Miller opened up AOL's walled garden of content and made most of it available free to web users in a major restructuring in Dec '04 that created three business units: Access (ISP), Audience (advertising) and Digital Services (point subscription products like Safety & Security, music, etc).
Audience became the most glamorous and fastest growing business internally and provided AOL a focused approach to capitalize on the booming online ad market. In some ways it was a last ditch effort to make AOL relevant again with its fast declining dial-up ISP business, which however still generated over 80% of its ~$8b total annual revenue. Opening up the walled garden therefore was a bold move that witnessed severe internal resistance - fear being pre-mature cannibalization of the ISP business. To Miller's credit, he chartered these rough waters admirably by providing the vision of complementarity and synergy between subscription and ad models.

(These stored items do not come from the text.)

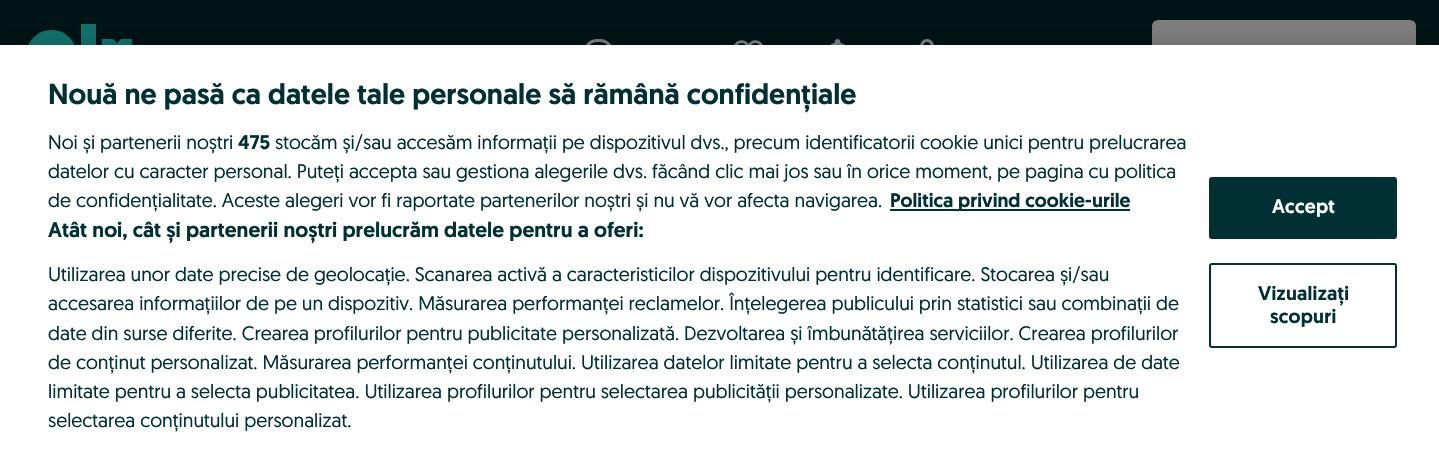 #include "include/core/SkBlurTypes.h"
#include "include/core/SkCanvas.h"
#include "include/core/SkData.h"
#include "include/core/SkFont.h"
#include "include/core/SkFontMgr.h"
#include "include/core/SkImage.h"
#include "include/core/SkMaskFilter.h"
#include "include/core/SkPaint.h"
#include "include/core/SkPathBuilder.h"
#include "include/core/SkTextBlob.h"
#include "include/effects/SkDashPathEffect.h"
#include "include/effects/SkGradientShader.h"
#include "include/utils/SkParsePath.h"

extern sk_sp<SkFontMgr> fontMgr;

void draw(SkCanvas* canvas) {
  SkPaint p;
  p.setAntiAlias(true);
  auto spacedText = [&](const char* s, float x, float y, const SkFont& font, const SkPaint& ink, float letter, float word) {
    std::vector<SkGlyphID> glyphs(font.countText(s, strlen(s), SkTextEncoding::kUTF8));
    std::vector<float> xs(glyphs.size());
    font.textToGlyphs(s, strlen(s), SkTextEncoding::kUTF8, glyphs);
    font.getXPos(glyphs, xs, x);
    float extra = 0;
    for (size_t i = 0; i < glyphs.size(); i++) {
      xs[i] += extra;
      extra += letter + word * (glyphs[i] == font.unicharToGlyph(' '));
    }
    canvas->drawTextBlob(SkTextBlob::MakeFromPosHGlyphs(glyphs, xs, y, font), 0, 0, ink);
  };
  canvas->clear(SkColorSetRGB(1, 20, 22));
  p.setStyle(SkPaint::kStroke_Style);
  p.setStrokeWidth(18);
  p.setColor(SkColorSetRGB(18, 115, 110));
  canvas->drawCircle(51.5f, 55.5f, 16.5f, p);
  p.setStyle(SkPaint::kFill_Style);
  canvas->drawRect(SkRect::MakeLTRB(81, 24, 96, 45), p);
  canvas->save();
  canvas->clipRect(SkRect::MakeLTRB(102, 39, 132, 69));
  canvas->drawPath(SkPathBuilder().moveTo(92, 38).lineTo(112, 38).lineTo(142, 68).lineTo(122, 68).close().detach(), p);
  canvas->drawPath(SkPathBuilder().moveTo(122, 38).lineTo(142, 38).lineTo(112, 68).lineTo(92, 68).close().detach(), p);
  canvas->restore();
  canvas->drawImageRect(SkImages::DeferredFromEncodedData(SkData::MakeFromFileName("images/1.png")), SkRect::MakeLTRB(585, 39, 612, 45), SkSamplingOptions());
  canvas->drawImageRect(SkImages::DeferredFromEncodedData(SkData::MakeFromFileName("images/2.png")), SkRect::MakeLTRB(734, 40, 763, 45), SkSamplingOptions());
  canvas->drawImageRect(SkImages::DeferredFromEncodedData(SkData::MakeFromFileName("images/3.png")), SkRect::MakeLTRB(830, 39, 845, 45), SkSamplingOptions());
  canvas->drawImageRect(SkImages::DeferredFromEncodedData(SkData::MakeFromFileName("images/4.png")), SkRect::MakeLTRB(920, 39, 934, 45), SkSamplingOptions());
  p.setColor(SkColorSetRGB(128, 128, 128));
  canvas->drawRoundRect(SkRect::MakeLTRB(1152, 20, 1416, 89), 6, 6, p);
  p.setColor(SkColorSetARGB(51, 0, 0, 0));
  p.setMaskFilter(SkMaskFilter::MakeBlur(kNormal_SkBlurStyle, 13.5f));
  canvas->drawRect(SkRect::MakeLTRB(0, 45, 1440, 453), p);
  p.setMaskFilter(nullptr);
  p.setColor(SK_ColorWHITE);
  canvas->drawRect(SkRect::MakeLTRB(0, 45, 1439, 453), p);
  p.setColor(SkColorSetRGB(0, 47, 52));
  canvas->drawRect(SkRect::MakeLTRB(890, 209, 1130, 211), p);
  canvas->drawRoundRect(SkRect::MakeLTRB(1210, 178, 1396, 238), 2, 2, p);
  p.setStyle(SkPaint::kStroke_Style);
  p.setStrokeWidth(2);
  canvas->drawRoundRect(SkRect::MakeLTRB(1210, 178, 1396, 238), 2, 2, p);
  canvas->drawRoundRect(SkRect::MakeLTRB(1210, 264, 1396, 347), 2, 2, p);
  SkFont font1(fontMgr->matchFamilyStyle("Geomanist", SkFontStyle(500, SkFontStyle::kNormal_Width, SkFontStyle::kUpright_Slant)), 28.8f);
  font1.setSubpixel(true);
  p.setStyle(SkPaint::kFill_Style);
  canvas->drawString("Nouă ne pasă ca datele tale personale să rămână confidențiale", 48, 104, font1, p);
  SkFont font2(fontMgr->matchFamilyStyle("Geomanist", SkFontStyle::Normal()), 19.5f);
  font2.setSubpixel(true);
  canvas->drawString("Noi și partenerii noștri", 48, 149, font2, p);
  SkFont font3(fontMgr->matchFamilyStyle("Geomanist", SkFontStyle(500, SkFontStyle::kNormal_Width, SkFontStyle::kUpright_Slant)), 19.5f);
  font3.setSubpixel(true);
  canvas->drawString("475", 238, 149, font3, p);
  canvas->drawString("stocăm și/sau accesăm informații pe dispozitivul dvs., precum identificatorii cookie unici pentru prelucrarea", 275, 149, font2, p);
  canvas->drawString("datelor cu caracter personal. Puteți accepta sau gestiona alegerile dvs. făcând clic mai jos sau în orice moment, pe pagina cu politica", 48, 178, font2, p);
  canvas->drawString("de confidențialitate. Aceste alegeri vor fi raportate partenerilor noștri și nu vă vor afecta navigarea.", 48, 207, font2, p);
  canvas->drawString("Politica privind cookie-urile", 890, 207, font3, p);
  SkFont font4(fontMgr->matchFamilyStyle("Geomanist", SkFontStyle(500, SkFontStyle::kNormal_Width, SkFontStyle::kUpright_Slant)), 21.1f);
  font4.setSubpixel(true);
  canvas->drawString("Atât noi, cât și partenerii noștri prelucrăm datele pentru a oferi:", 48, 237, font4, p);
  canvas->drawString("Utilizarea unor date precise de geolocație. Scanarea activă a caracteristicilor dispozitivului pentru identificare. Stocarea și/sau", 48, 281, font2, p);
  canvas->drawString("accesarea informațiilor de pe un dispozitiv. Măsurarea performanței reclamelor. Înțelegerea publicului prin statistici sau combinații de", 48, 310, font2, p);
  canvas->drawString("date din surse diferite. Crearea profilurilor pentru publicitate personalizată. Dezvoltarea și îmbunătățirea serviciilor. Crearea profilurilor", 48, 340, font2, p);
  canvas->drawString("de conținut personalizat. Măsurarea performanței conținutului. Utilizarea datelor limitate pentru a selecta conținutul. Utilizarea de date", 48, 369, font2, p);
  canvas->drawString("limitate pentru a selecta publicitatea. Utilizarea profilurilor pentru selectarea publicității personalizate. Utilizarea profilurilor pentru", 48, 398, font2, p);
  canvas->drawString("selectarea conținutului personalizat.", 48, 427, font2, p);
  p.setColor(SK_ColorWHITE);
  spacedText("Accept", 1272, 213, font3, p, 0.25f, 0);
  p.setColor(SkColorSetRGB(0, 47, 52));
  spacedText("Vizualizați", 1258, 300, font3, p, 0.25f, 0);
  spacedText("scopuri", 1270, 323, font3, p, 0.25f, 0);
}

AOL's early success so far (45% growth in Q3 '06 ad revenue) has primarily come from a combination of 1) sudden availability of its vast content for free, 2) the largest ISP consumer base within an immersive AOL client environment that comparatively generates much higher page views, and 3) overall online ad market growth. (1) is difficult to sustain, and (2) is dropping dramatically (AOL lost 2.5M subs in Q3 '06 over the previous quarter and lost 4.9M over Q3 '05). Monthly uniques have largely stagnated over the past few quarters (~110M, incl Time Interactive). People blame Miller's lack of operational experience as part of the reason. Though he did a great job in setting the right strategy and demonstrated persuasive skills in getting it off the ground, taking AOL to the next level requires a seasoned campaigner. His lack of charisma could have also gone against him. Others blame his not-so-cozy relationship with the Time Warner management, which thought Miller acted too independently.
AOL missed the Web 2.0 boat on several fronts (AIM was the original online community, and should have been its "MySpace"), and it has struggled to attract and retain the best talent over the past several years. Location in obscure Dulles does not help either (though the power center may be moving to NYC now).
How Randy Falco, a traditional media veteran with limited online experience, now turns AOL into a nimble, web services and product company could make for another interesting HBS case study (muffed Time Warner/AOL merger being the other famous one).